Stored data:
● ● ● ●
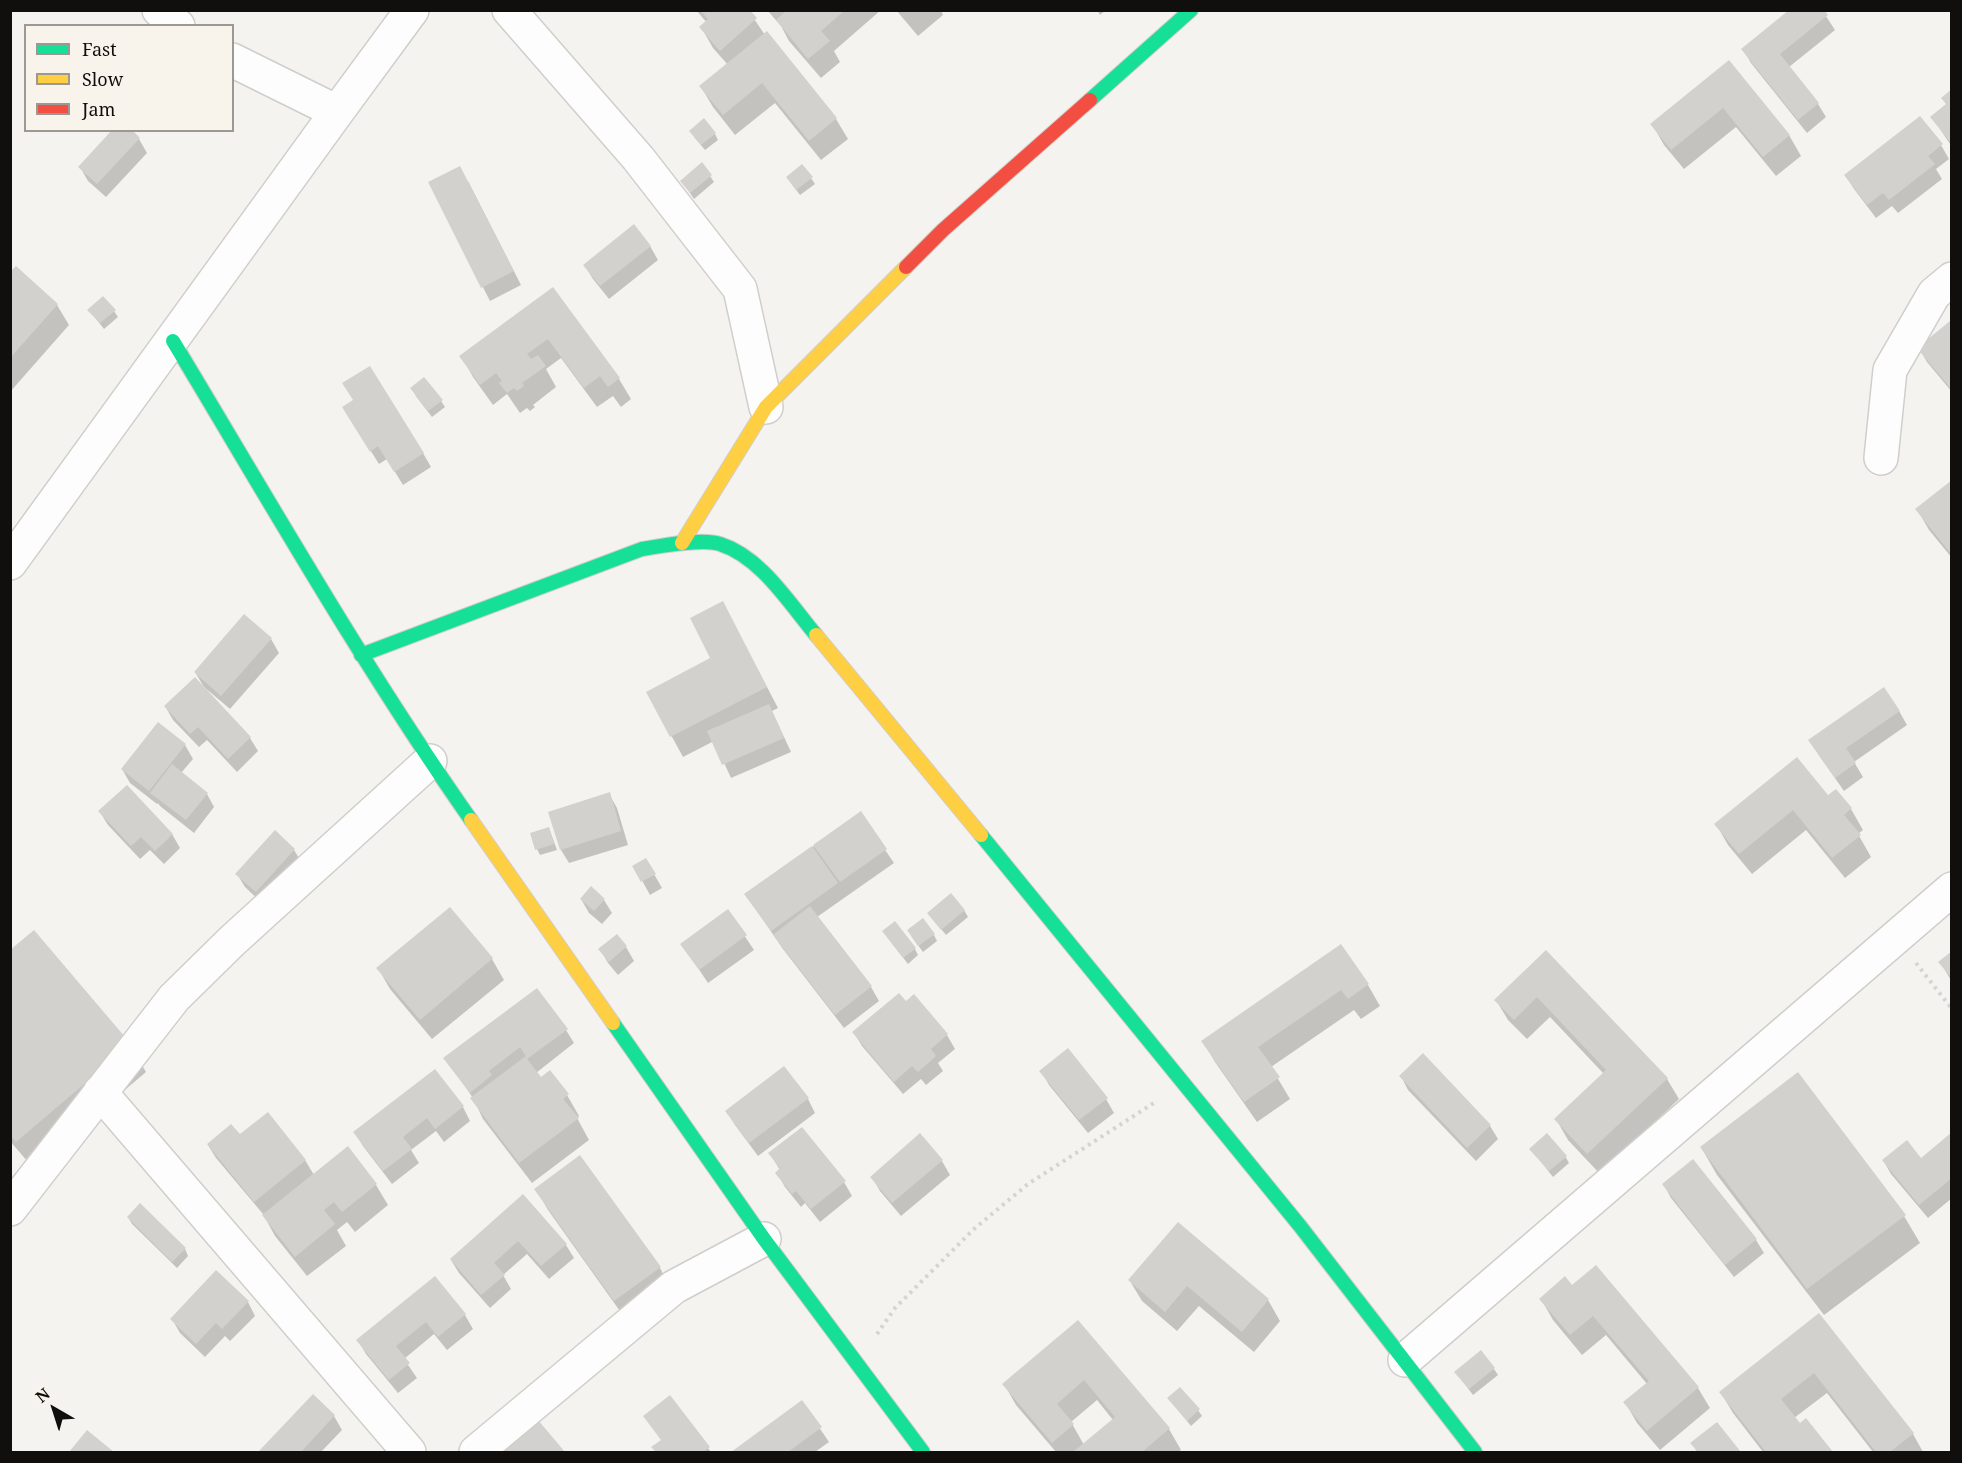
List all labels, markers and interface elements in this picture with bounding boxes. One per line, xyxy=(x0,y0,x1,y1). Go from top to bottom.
legend xyxy=(24,24,234,132)
text: Fast xyxy=(82,37,117,61)
text: Slow xyxy=(82,67,123,91)
text: Jam xyxy=(82,97,116,121)
north arrow xyxy=(24,1379,84,1439)
text: N xyxy=(31,1383,54,1408)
● ● ● ●
Activity:
A faithful copy of each entry is required, and no picture may be carried into it.

Answer to the problem:
List all labels, markers and interface elements in this picture with bounding boxes. One per line, xyxy=(x0,y0,x1,y1). Go from top to bottom.
legend xyxy=(24,24,234,132)
text: Fast xyxy=(82,37,117,61)
text: Slow xyxy=(82,67,123,91)
text: Jam xyxy=(82,97,116,121)
north arrow xyxy=(24,1379,84,1439)
text: N xyxy=(31,1383,54,1408)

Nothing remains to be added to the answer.